An adoption of four-day workweeks has become a new trend for a lot of small studios and even some AAA teams. So what do game developers think of this system and how can it improve their workflow?
Game Developer spoke to a few studios about shifting to new schedules and working only four days a week. Here are the key takeaways from the article:
- Kitfox Games co-founder Tanya X said that the studio started testing a new system in June 2021, shortly before the Boyfriend Dungeon launch. The team’s lead programmer thought that four-day work weeks would be a good long-term investment, and employees loved the idea.
- Falcon Age creator Outerloop has been working remotely since being founded in 2017 and decided to shift to a four-day workweek to “better support its workforce and retain staff.”
- “Success for us is more of a long-term view. Being productive is certainly a part of it but it’s not the only aspect. The well-being of the team is an important part of it and we’re seeing that rest and breaks help with not burning out.” the studio director Chandana Ekanayake said.
- Ko_op Mode, a studio that is owned by artists, also started testing a four-day workweek at the beginning of the pandemic. It was a practical decision and something that everyone on the team needed at that time.

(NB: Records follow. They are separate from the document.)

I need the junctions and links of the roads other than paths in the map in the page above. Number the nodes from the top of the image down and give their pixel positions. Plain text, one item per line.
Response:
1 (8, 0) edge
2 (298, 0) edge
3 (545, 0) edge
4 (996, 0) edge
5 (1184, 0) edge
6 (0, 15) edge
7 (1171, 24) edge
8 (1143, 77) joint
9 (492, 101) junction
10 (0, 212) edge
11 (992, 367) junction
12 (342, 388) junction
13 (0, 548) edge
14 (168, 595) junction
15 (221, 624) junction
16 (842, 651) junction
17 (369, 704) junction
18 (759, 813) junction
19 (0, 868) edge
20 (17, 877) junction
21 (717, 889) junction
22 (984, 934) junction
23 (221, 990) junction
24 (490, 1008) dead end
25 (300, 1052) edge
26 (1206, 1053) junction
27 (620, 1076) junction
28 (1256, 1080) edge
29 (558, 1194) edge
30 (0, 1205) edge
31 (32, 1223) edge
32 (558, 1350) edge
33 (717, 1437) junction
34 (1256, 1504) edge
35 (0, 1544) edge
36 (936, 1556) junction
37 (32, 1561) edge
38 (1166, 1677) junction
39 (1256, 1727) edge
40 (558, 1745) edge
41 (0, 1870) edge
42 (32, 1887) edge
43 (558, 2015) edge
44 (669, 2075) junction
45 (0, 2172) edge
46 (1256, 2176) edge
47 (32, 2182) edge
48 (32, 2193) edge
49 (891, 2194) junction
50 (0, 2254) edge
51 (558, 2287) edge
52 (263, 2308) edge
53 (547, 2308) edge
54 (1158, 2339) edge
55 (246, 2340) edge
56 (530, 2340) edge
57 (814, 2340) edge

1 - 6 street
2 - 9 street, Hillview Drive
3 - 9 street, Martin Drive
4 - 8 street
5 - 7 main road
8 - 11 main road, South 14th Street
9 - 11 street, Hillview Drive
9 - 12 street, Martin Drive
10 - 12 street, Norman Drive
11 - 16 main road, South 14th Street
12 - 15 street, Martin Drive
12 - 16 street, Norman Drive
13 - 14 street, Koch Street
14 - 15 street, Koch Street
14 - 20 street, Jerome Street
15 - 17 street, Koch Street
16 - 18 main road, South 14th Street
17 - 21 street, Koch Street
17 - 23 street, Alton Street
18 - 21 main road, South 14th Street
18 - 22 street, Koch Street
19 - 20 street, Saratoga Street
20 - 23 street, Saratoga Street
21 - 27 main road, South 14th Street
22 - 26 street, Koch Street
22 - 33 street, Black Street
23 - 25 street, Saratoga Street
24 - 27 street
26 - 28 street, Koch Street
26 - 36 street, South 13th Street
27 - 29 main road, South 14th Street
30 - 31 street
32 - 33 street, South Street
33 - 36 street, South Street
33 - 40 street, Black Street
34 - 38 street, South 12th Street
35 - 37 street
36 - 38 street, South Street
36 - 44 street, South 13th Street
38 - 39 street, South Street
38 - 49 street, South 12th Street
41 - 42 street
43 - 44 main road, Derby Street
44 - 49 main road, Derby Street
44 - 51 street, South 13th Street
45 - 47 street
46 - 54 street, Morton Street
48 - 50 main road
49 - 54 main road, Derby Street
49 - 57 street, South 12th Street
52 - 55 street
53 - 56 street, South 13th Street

- However, Ko_op returned to a five-day workweek later to meet deadlines but decided to implement the new system again as soon as possible. It was a painful decision. The team got used to the four-day workweeks because “they were so helpful for our mental health.”
- “We wanted to get back there, but we had to track that we could still meet our deadlines [over four days], so we designed a tracking process. We did our five-day work week until June 2020, and then we switched back over to four-days — and that has been the routine ever since,” Ko_op community manager Marcela Huerta said.
The full article can be found here.
Bugsnax developer Young Horses also switched to a four-day workweek in September, saying it will help the studio to “be better off in the long run.” And Eidos Montreal became the first AAA developer to adopt this schedule in October, hoping it would help the team to eliminate unnecessary time.